The position of Michelangelo`s Adam is elucidated by comparison with the 5th-century BCE sculpture of Dionysos from the Parthenon (apparently known to Michelangelo); but in the case of the Greek image, the figure is in serene stasis, while Adam seems ready to leap into activity.
Similar concepts are found in many of the neighboring cultures of the Ancient Near East, as in this Ptolemaic painting of Khnemu, the creator god, shaping the future pharaoh on his potter`s wheel. Standing behind Khnemu is Thoth, the Egyptian god of Time, who marks the duration of his life. Thus the universal concern of parents with the life and well-being of their children is given concrete form.
The same concern with time and mortality is introduced into Michelangelo`s Adam by this modern reworking.
In the same period, another German artist, Meister Bertram, clearly shows the rib, from which Eve was built, according the Latin translation of the phrase “vayiven et hatsela.” But the word tsela, which occurs some 50 times in the Bible, consistently means “side”, a structural element. Only in Genesis 2 has tsela been understood as “rib”. However, the accompanying verb “and he built,” “vayiven” confirms that here too, the word tsela means “side.” In which case, either we read the account as the caesarean birth of Eve or as God separating the feminine side of Adam and presenting her to him. If the latter, the original Adam was an androgynous being. As already noted, the description of the formation of Adam (Genesis 2: 7) is composed of both feminine and masculine elements. Marc Chagall, coming out of the world of traditional Jewish learning, expressed his conception of humanity using two widely known midrashim on the creation of man and woman. According to one, they were created as an androgynous being and then separated into two, male and female. According to the other, the story of Adam and Eve`s creation, temptation and expulsion is limited to one single day, at the end of which they are forgiven and time begins.
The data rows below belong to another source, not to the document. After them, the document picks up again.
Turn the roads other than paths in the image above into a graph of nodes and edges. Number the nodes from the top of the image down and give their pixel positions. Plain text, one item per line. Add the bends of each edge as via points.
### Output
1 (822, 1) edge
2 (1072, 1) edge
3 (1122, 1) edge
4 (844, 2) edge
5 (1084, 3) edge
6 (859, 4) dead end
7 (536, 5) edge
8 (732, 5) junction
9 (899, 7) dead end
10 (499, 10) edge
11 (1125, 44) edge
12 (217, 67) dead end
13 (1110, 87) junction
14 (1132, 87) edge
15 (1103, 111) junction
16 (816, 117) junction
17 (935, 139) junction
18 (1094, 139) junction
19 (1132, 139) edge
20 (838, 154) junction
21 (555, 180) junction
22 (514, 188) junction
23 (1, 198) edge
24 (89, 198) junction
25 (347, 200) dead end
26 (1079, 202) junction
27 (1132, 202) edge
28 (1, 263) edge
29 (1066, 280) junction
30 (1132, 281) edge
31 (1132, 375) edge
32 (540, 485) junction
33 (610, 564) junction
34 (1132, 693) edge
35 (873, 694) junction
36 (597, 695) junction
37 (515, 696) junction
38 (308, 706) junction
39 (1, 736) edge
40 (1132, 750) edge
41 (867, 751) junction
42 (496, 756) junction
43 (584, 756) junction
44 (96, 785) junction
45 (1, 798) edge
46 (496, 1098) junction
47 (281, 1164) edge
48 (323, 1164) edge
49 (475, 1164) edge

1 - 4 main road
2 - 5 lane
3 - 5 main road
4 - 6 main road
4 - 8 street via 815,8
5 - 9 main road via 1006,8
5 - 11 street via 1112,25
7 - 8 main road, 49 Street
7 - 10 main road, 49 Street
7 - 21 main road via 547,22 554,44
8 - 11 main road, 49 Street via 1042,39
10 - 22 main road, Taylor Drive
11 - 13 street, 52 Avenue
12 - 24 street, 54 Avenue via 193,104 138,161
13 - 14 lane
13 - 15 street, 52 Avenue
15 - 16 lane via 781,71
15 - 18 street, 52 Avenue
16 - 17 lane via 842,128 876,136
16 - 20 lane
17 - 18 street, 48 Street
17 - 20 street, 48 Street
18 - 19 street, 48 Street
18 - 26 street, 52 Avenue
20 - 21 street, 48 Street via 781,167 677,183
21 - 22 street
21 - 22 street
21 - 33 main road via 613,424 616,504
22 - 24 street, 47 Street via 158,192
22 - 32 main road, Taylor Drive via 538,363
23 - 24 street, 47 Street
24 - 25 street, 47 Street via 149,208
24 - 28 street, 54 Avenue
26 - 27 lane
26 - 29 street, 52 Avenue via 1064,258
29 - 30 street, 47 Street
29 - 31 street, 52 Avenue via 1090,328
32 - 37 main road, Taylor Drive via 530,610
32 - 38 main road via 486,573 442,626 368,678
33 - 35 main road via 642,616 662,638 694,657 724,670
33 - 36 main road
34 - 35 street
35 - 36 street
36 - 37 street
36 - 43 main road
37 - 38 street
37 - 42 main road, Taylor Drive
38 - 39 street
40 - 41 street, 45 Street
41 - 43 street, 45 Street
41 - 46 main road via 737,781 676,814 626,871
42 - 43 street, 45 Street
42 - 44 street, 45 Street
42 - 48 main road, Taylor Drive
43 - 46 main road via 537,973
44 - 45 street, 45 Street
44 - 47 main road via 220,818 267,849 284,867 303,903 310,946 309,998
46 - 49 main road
Now the man called his wife`s name Eve, because she was the mother of all the living
But her body is parallel to the cut off branch of the Tree of Life, marking her identity in classical Christian theology as the bringer of death to the world. Thus, Eve is like the earth that brings forth new life and takes back the dead.
They were both, the man and his wife, naked (arumim)…
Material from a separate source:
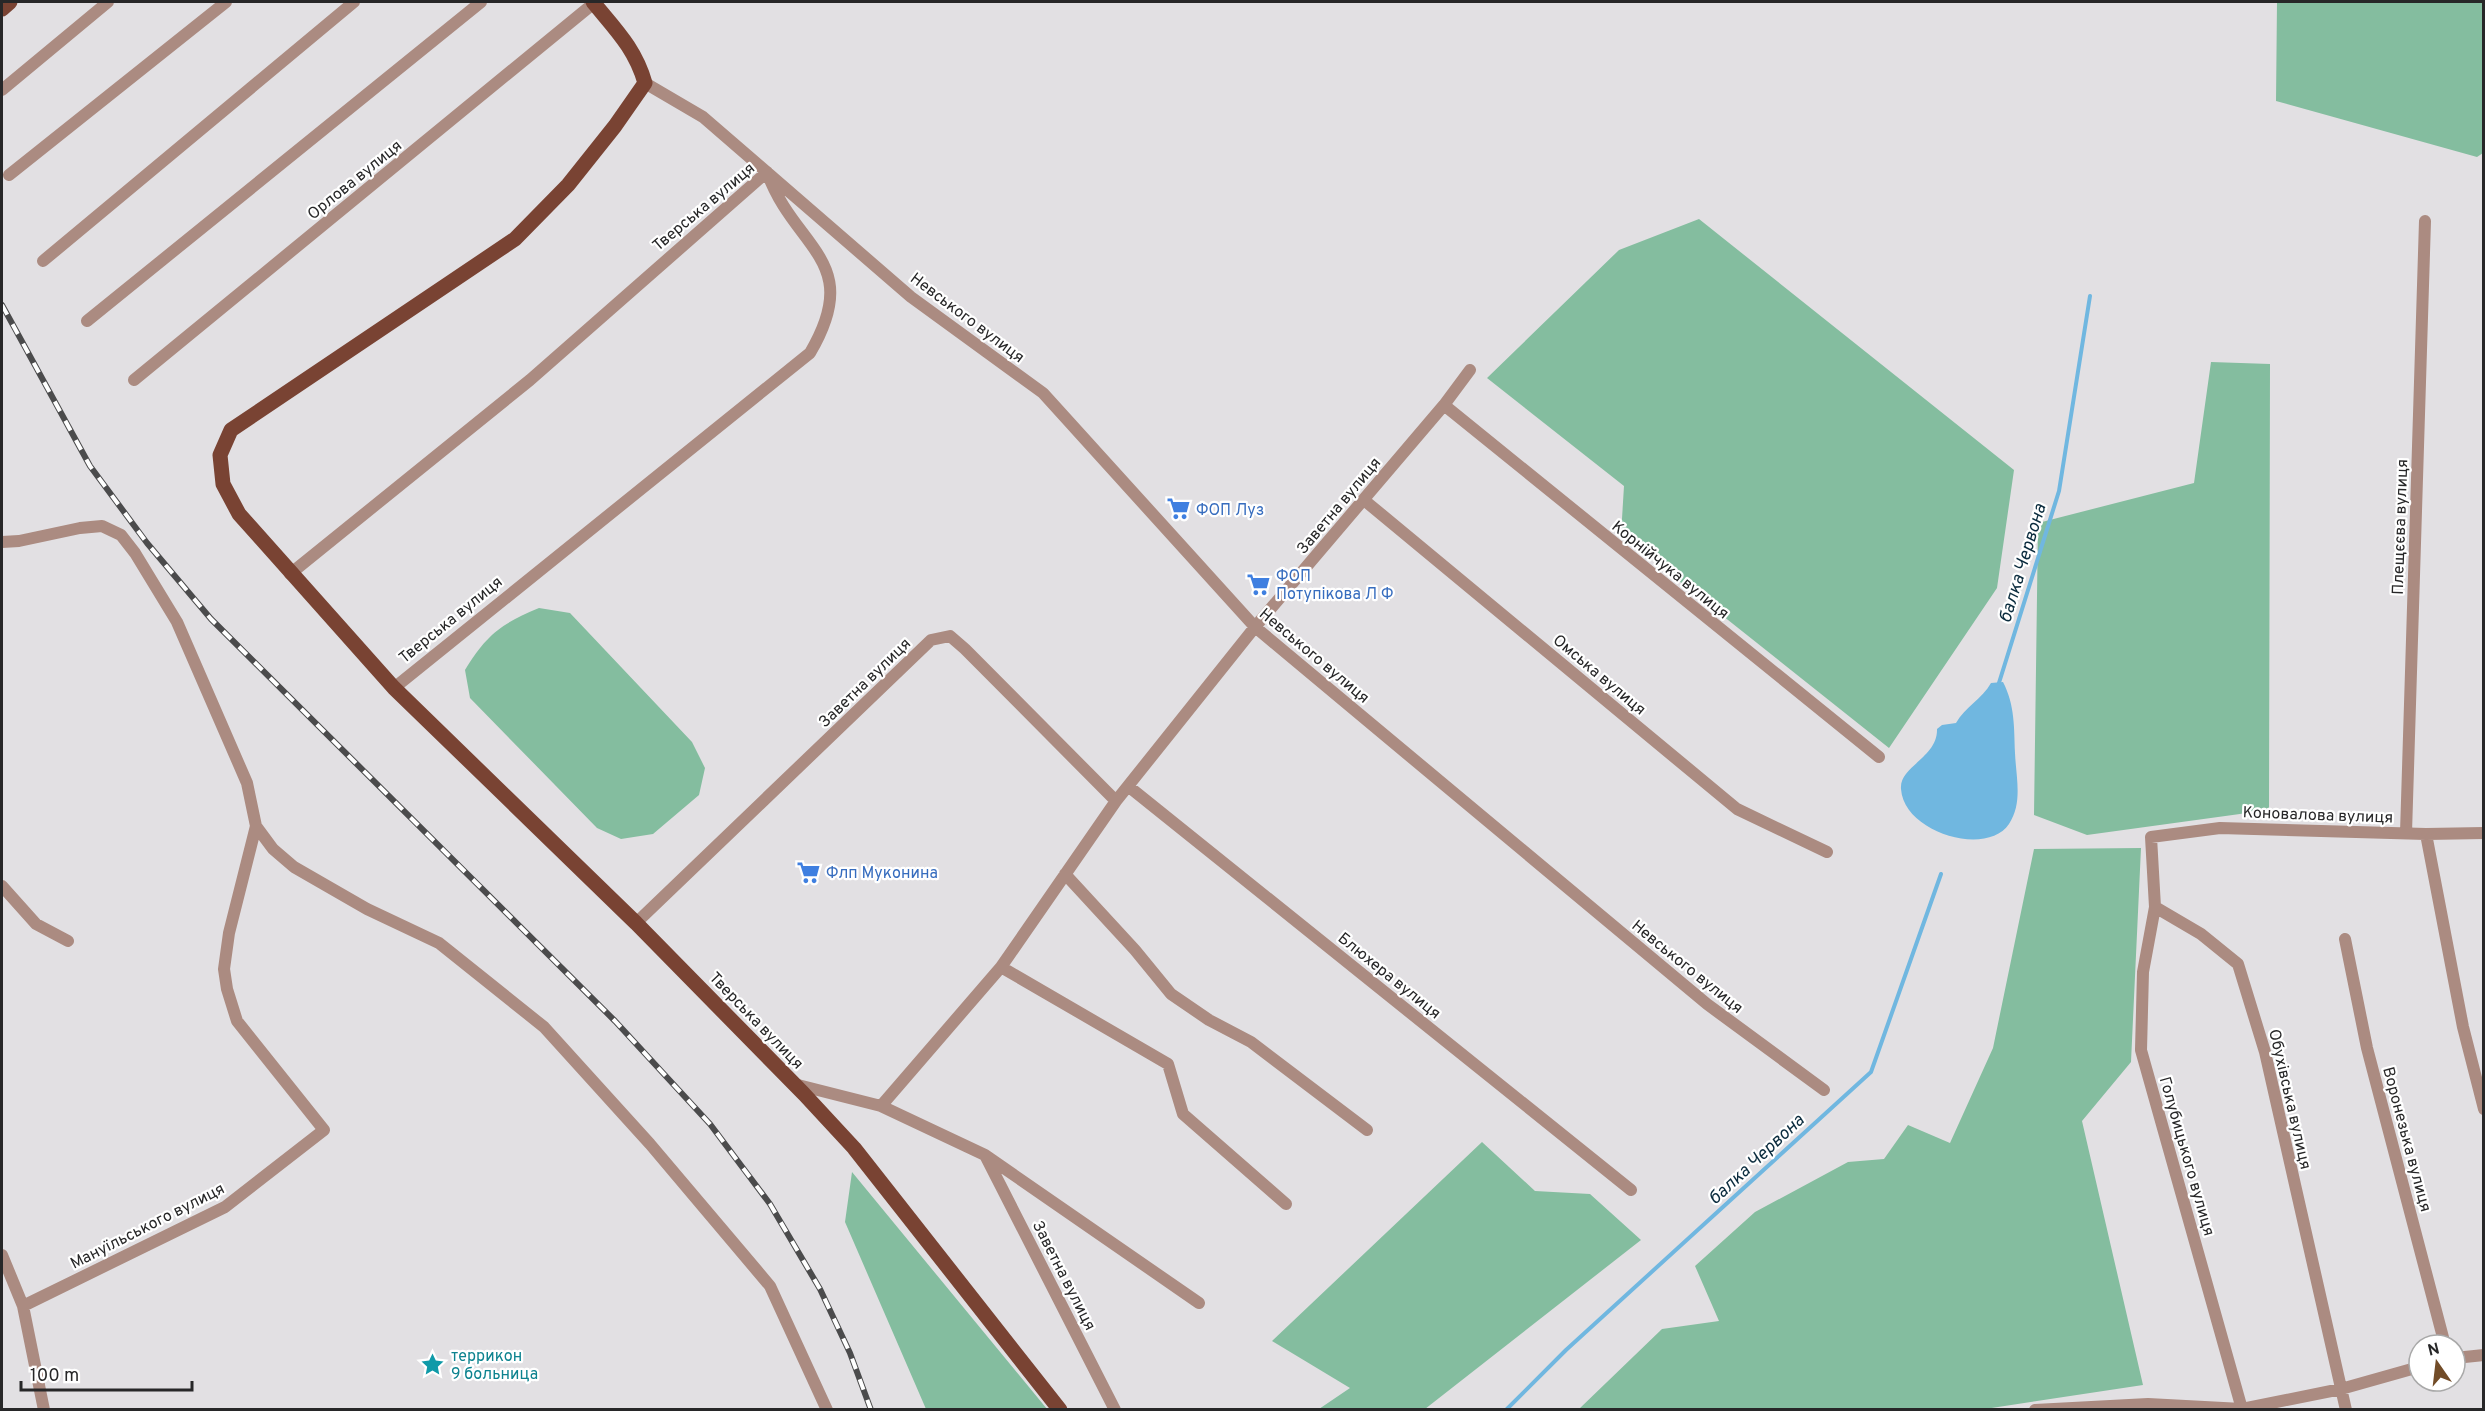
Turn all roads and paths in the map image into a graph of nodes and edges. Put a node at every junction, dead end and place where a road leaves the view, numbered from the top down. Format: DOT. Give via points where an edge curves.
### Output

And the serpent was shrewder (arum) than all the other creatures(Genesis 2:25; 3:1 )
Yet another alternate reading of the biblical story is found in William Blake`s painting, also an illustration of Paradise Lost.
Here, the serpent`s scheme has come to fruition in an erotic tête-a-tête. Adam, meanwhile, is too involved theologically to notice what`s going literally behind his back. Blake seems to be putting a different spin on the responsibility for falling into temptation: Eve is no innocent maid, but Adam is out to lunch.
Rembrandt, as always, has a different reading.
Perhaps the best known Eden painting is Michelangelo`s Temptation and Expulsion on the Sistine Chapel ceiling. A tantalizing three-part picture opens to the viewer. There are three couples in this painting: Adam and Eve engrossed in each other but distracted inhabit the left scene; Adam and Eve distraught leave the right-hand scene; in the center a strange couple lives entwined in the tree. What is going here?
Here are three remarkably different treatments of the Expulsion.
The most familiar is that of Massacio, which was known to Michelangelo from his youth in Florence. Some call this the first humanist rendition of the Expulsion, since the focus of the painting is on the emotions of Adam and Eve. While Adam covers his face in shame, his body is exposed: he is ashamed of his actions, not his body. Eve, on the contrary, covers her body, exposing the anguish on her upturned face. And the cherub hovers over them, not as a danger but as an insupportable burden. In the Muslim painting, some of the main elements of Christian iconography are also present: Adam and Eve (here given halos and half clad) are about to exit the gate of the garden, urged by a winged angel with a sword in his hand. But in addition, curious angels both behind and above observe their banishment. On the lower right, beyond the frame, three otherwise unknown figures, Islamic personifications of evil, lead the way: Iblis (Satan), the serpent and the peacock.
Pretty serious stuff! Mortality, guilt, anger, redemption. And traditionally, Eve gets the worst of it. But in Yevgeny Abeshaus` ironic rendition, Eve flowers, Adam is a neboch. The inscription above them reads: And Adam ate of the fruit Eve gave him, but he didn`t “get it”.